Read More: The Ball is in Dollar General’s Court

Trian, an activist hedge fund with a seat on Family Dollar's board, has raised concerns about the antitrust risks of a merger with Dollar General. It will be interesting to see if Dollar General's reverse termination fee and its agreement to divest up to 1,500 stores changes Trian's opinion.

Previously, Dollar General had offered Family Dollar shareholders $78 a share in cash and a promise to divest up to 700 stores, an offer Family Dollar and its board found insufficient to break its existing deal with Dollar Tree.

Dollar General also said it added law firm Boies, Schiller & Flexner to its review of antitrust work. Already, the company has relied upon Simpson Thatcher & Bartlett and economist Compass Lexecon to do its antitrust analysis.

"We are confident that our enhanced proposal sufficiently addresses any concerns that led Family Dollar's Board of Directors to reject our prior proposal without any discussions between our companies," Rick Dreiling, Dollar General's CEO, said in a statement. "Even as a secondary antitrust review supported our previous proposal, we revised our offer to demonstrate the seriousness of our commitment," he added.

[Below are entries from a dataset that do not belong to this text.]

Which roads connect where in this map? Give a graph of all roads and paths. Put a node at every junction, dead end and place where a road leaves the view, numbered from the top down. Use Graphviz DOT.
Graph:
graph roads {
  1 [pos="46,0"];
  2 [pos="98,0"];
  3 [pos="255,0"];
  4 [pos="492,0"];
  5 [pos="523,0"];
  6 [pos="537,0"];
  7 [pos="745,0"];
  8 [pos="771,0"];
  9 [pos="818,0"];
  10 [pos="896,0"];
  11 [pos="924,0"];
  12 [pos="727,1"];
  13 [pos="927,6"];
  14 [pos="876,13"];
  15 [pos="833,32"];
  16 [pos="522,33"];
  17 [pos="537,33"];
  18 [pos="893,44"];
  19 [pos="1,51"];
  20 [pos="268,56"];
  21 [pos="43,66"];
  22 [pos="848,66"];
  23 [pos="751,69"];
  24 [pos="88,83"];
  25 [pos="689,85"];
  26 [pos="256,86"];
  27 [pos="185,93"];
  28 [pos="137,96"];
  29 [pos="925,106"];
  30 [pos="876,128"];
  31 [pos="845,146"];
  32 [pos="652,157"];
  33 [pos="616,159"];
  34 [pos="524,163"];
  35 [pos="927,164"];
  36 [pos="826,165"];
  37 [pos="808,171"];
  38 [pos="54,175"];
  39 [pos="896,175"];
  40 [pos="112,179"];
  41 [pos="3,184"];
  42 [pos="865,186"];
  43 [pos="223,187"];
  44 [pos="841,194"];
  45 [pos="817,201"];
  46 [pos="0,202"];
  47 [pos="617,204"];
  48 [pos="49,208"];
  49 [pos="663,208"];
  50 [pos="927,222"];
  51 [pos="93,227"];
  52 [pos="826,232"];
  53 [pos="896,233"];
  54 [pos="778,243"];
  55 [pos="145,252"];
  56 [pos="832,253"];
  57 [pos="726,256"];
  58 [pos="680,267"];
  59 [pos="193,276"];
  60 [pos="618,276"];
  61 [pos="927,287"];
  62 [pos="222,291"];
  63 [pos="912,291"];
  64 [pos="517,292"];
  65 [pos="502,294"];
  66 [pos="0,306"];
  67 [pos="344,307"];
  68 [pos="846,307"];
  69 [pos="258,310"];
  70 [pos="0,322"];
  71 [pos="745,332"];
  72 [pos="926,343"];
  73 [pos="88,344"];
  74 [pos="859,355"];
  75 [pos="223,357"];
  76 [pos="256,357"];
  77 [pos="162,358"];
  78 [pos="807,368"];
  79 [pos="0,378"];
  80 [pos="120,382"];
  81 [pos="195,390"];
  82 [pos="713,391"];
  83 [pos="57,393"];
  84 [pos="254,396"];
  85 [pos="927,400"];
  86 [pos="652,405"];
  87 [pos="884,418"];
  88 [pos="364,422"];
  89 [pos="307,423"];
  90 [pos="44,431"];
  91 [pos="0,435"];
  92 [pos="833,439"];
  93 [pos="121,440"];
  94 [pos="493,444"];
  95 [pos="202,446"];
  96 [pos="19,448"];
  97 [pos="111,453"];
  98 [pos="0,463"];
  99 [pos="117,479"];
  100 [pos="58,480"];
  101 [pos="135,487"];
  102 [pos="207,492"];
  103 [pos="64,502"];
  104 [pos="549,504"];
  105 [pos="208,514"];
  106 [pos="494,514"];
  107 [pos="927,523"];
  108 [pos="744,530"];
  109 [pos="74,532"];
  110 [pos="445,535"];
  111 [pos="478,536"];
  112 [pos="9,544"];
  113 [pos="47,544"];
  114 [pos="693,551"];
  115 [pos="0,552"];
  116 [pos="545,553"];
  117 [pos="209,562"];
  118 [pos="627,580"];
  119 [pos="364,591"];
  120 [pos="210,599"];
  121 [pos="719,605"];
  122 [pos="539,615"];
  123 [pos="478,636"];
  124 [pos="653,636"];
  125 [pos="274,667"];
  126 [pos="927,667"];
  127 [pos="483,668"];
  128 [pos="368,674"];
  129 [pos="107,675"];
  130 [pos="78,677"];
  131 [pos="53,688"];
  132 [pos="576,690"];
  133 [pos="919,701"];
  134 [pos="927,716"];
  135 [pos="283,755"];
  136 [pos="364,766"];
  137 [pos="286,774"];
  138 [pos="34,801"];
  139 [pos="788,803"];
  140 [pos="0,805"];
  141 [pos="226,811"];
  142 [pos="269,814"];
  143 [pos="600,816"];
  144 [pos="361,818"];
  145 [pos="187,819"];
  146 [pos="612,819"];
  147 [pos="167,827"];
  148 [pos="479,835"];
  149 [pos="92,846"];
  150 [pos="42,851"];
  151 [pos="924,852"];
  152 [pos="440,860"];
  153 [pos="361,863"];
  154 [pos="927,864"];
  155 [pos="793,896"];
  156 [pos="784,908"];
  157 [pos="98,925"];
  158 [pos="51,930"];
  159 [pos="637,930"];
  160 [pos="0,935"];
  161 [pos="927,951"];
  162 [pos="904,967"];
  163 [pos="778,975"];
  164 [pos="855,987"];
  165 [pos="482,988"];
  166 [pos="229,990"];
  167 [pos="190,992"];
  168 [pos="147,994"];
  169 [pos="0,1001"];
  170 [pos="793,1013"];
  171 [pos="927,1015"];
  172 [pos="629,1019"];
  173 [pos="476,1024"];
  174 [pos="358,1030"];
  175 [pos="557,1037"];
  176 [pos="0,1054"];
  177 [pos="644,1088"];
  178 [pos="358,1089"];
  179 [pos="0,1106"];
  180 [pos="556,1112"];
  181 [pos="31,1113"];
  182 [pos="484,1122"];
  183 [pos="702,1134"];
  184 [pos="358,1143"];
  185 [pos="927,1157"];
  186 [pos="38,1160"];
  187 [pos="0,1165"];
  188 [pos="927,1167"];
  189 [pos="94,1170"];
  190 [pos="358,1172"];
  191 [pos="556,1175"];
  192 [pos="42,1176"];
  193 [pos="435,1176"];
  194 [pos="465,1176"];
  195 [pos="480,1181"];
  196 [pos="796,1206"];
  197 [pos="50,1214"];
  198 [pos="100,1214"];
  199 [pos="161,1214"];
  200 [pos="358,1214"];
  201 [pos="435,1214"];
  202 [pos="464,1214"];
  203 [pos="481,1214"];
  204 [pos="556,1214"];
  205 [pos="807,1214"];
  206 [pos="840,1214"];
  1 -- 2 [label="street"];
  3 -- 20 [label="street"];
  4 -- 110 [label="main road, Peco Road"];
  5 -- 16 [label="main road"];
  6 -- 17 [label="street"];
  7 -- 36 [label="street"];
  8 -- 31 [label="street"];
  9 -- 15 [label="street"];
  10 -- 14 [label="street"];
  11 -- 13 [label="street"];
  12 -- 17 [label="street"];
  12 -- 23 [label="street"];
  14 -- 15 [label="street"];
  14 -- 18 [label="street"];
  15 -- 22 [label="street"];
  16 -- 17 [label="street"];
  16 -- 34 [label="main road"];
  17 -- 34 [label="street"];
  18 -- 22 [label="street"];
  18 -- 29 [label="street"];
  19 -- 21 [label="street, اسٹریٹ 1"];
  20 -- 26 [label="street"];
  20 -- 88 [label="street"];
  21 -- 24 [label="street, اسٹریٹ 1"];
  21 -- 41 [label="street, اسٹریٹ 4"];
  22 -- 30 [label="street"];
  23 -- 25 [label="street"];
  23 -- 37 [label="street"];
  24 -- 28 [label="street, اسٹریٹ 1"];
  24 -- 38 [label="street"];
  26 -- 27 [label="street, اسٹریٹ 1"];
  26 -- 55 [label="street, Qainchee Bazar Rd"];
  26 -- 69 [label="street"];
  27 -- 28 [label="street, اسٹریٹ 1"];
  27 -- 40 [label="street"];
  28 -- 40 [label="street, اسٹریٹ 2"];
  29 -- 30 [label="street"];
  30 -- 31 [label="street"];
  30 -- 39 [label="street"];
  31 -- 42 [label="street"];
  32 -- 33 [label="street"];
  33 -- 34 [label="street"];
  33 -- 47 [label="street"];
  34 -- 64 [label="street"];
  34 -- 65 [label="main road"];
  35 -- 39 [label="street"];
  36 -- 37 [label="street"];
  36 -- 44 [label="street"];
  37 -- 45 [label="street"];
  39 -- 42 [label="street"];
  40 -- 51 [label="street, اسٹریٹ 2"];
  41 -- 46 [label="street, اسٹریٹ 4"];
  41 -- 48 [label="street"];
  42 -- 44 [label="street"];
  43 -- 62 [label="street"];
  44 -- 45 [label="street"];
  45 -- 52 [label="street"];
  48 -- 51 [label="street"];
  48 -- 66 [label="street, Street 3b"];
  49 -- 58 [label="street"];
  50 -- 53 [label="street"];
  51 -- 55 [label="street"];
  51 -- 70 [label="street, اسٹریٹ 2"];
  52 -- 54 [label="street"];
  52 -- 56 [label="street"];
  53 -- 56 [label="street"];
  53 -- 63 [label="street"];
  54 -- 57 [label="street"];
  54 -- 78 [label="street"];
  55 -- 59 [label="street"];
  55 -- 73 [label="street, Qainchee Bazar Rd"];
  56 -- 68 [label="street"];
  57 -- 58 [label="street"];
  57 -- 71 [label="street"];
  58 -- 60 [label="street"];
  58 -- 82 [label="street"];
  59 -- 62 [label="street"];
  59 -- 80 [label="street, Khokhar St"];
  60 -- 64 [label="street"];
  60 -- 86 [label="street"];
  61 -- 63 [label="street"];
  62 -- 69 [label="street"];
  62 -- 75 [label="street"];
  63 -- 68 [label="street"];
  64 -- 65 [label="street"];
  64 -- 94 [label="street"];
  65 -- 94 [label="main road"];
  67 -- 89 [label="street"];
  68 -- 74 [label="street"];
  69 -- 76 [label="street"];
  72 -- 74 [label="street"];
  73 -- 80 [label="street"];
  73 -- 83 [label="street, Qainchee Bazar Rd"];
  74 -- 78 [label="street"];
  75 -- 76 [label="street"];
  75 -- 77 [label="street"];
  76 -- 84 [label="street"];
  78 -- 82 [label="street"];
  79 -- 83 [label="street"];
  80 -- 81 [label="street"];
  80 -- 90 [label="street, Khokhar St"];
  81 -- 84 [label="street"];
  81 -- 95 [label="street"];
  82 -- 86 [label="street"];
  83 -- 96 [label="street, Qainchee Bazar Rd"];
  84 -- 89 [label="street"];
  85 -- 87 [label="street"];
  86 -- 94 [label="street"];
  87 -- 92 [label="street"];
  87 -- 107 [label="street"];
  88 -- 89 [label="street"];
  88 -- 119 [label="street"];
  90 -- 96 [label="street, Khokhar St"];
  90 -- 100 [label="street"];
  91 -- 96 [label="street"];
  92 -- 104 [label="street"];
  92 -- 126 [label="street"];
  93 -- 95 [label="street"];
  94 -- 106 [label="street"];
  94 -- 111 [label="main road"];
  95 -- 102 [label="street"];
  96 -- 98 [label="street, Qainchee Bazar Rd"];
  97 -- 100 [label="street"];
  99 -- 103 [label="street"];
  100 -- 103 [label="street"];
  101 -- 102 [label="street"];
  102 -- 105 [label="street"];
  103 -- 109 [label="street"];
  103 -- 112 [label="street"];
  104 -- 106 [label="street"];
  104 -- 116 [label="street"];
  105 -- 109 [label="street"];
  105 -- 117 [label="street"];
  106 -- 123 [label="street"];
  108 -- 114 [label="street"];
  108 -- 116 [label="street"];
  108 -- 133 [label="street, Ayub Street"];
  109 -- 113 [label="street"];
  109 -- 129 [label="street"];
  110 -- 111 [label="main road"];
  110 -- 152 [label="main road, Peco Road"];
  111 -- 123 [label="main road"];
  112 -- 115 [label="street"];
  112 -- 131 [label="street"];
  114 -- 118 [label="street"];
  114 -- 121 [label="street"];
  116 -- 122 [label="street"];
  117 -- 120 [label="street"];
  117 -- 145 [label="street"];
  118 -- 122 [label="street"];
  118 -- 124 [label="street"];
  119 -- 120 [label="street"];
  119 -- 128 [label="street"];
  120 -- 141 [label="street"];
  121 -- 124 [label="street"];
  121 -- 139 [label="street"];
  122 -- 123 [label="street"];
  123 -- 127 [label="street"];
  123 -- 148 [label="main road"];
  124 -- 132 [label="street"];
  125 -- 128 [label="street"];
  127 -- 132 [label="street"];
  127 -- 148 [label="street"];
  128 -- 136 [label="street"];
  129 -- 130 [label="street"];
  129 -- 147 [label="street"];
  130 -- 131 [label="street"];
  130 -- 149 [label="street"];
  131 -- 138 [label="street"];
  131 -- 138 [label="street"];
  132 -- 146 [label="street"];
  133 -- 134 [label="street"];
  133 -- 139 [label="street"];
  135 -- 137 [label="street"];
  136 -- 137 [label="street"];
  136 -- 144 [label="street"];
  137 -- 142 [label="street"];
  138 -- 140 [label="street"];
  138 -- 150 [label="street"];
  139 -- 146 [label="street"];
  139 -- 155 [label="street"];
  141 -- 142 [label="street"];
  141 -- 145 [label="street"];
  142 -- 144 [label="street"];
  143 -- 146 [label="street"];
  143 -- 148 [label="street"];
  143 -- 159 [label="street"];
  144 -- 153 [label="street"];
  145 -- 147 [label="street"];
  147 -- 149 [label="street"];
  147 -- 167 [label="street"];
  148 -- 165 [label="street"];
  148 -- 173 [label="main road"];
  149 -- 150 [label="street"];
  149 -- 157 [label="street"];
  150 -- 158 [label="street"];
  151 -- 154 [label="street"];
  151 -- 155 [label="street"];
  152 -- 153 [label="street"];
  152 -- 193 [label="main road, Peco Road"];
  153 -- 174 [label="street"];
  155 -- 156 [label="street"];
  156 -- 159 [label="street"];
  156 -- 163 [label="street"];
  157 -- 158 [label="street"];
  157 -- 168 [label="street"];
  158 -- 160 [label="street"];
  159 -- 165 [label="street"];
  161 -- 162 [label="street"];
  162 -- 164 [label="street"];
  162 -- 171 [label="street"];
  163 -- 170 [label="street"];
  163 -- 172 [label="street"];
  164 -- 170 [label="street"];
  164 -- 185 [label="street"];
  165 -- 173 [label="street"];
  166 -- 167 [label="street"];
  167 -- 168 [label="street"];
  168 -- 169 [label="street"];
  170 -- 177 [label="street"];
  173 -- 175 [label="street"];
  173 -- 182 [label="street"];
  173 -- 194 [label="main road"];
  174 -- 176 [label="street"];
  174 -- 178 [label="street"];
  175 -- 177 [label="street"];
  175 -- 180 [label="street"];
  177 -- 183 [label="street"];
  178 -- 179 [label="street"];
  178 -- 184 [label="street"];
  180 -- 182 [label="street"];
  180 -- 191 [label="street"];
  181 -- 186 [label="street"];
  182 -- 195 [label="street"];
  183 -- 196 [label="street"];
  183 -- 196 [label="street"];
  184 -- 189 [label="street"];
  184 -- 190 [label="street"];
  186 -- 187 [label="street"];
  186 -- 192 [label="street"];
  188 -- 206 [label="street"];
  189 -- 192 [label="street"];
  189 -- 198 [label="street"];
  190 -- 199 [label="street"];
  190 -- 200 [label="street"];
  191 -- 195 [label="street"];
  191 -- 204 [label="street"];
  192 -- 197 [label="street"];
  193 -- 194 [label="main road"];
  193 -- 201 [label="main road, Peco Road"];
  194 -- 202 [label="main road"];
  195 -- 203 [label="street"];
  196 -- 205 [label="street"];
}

Family Dollar confirmed it had received Dollar General's offer, but the company said its board is reviewing the proposal and hasn't made a recommendation.

Shares in Family Dollar were rising less than 1% to $80.20, while Dollar General shares were trading higher at $64.40 in Monday morning trading.

Breaking A Dollar Deal

If Family Dollar breaks its deal with Dollar Tree, the company will be on the hook to pay a $305 million termination fee. That move may also create a bidding war between Dollar General and Dollar Tree for Family Dollar.